Print is bruised.  Audio seems to be flourishing.  You never know though.  

I asked my Magic 8 Ball, and all I got were its “Concentrate and ask again” shenanigans.

But things are getting exciting in audio.

 Audible has already churned out 20 original books written specifically for audio, including Metatropolis, a science fiction epic narrated by Star Trek alums, 

and The Chopin Manuscript, a serial thriller by 15 blockbuster authors including Lee Child, Jeffery Deaver, and Lisa Scottoline. 

Audible has even commissioned Orson Scott Card to write a new dramatization of his sci-fi classic Ender’s Game with 28 actors! sound effects! music! SEX! (OK, no sex, sigh) 

that Card describes as “not a simple adaptation, it is a new telling of the same story” written in dialogue with ENTIRELY NEW MATERIAL.

How cool is that?

(Cover by the genius of Leonora Roy)
{Soon to come to Audio, a SAMPLER of most of my heroes}

 Other writers and publishers are getting into the act, too, producing books that skip print and go straight to audio. 

Take British author David Hewson, who’s written an audio novelization of Macbeth where the bloodthirsty monarch is more, you know, likeable -- sort of a Shakespearean Dexter, 

and an upcoming adaptation of Hamlet featuring a peppy Ophelia and a Hamlet who’s less of a buzzkill. 

 Audiobooks are now being considered “audio entertainment” 

that can hold their own as original works of art; splashy productions with full-cast dramatizations, music, and sound effects. 

Max Brooks, author of World War Z, says “it’s one of the few times in history that technology has reinvigorated an art form rather than crushing it.

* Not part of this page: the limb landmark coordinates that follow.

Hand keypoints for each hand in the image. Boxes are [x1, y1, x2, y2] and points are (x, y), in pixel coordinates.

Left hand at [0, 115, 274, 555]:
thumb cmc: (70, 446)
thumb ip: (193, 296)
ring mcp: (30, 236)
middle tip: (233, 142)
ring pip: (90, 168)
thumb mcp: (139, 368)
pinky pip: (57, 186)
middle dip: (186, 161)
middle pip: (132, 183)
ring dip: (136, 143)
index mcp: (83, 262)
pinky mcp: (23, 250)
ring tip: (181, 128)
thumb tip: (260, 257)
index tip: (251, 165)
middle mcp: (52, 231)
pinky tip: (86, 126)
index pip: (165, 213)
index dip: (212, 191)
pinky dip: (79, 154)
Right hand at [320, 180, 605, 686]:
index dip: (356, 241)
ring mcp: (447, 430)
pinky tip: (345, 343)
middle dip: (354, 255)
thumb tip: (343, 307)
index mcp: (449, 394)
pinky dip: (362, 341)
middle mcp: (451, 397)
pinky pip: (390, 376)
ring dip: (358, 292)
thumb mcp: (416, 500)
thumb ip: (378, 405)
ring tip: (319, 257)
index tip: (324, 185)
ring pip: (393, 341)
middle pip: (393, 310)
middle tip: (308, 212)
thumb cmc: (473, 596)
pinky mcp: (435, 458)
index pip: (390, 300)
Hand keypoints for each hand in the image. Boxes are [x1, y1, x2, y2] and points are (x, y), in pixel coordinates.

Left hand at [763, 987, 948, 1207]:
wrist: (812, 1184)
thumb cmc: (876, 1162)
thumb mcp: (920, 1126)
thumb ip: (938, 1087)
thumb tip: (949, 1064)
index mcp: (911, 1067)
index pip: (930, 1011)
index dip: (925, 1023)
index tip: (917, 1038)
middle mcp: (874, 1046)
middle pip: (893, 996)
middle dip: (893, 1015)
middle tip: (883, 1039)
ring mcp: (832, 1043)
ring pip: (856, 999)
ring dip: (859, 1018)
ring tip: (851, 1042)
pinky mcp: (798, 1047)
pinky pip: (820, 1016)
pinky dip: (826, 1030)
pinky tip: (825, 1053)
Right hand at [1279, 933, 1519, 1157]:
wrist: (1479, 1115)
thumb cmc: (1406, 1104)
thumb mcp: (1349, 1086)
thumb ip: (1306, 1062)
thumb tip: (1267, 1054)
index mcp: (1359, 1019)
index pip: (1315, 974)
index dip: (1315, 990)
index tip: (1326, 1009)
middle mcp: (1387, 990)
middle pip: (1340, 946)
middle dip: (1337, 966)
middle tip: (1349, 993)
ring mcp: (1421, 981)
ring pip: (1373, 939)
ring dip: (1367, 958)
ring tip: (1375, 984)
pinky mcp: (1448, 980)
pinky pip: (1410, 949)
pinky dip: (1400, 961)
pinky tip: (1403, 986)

It opens the door for more creative storytelling.” 

And the audio edition of World War Z is held up as one of the best in the biz — an elaborate production with 40 cast members including Alan Alda, John Turturro, and Martin Scorsese.

Is this progress or going back to the times of Homer 

where the bard spoke his tale in the darkness by the campfire, or Shakespeare writing works of genius to have them played upon the theater floorboards?

There is a lot of commuting to work, pumping on exercise bikes, or jogging while listening to Ipads.

I believe audiobooks may be the wave of the future 

because they allow you to learn and increase your knowledge base without having to sit down and read a book. 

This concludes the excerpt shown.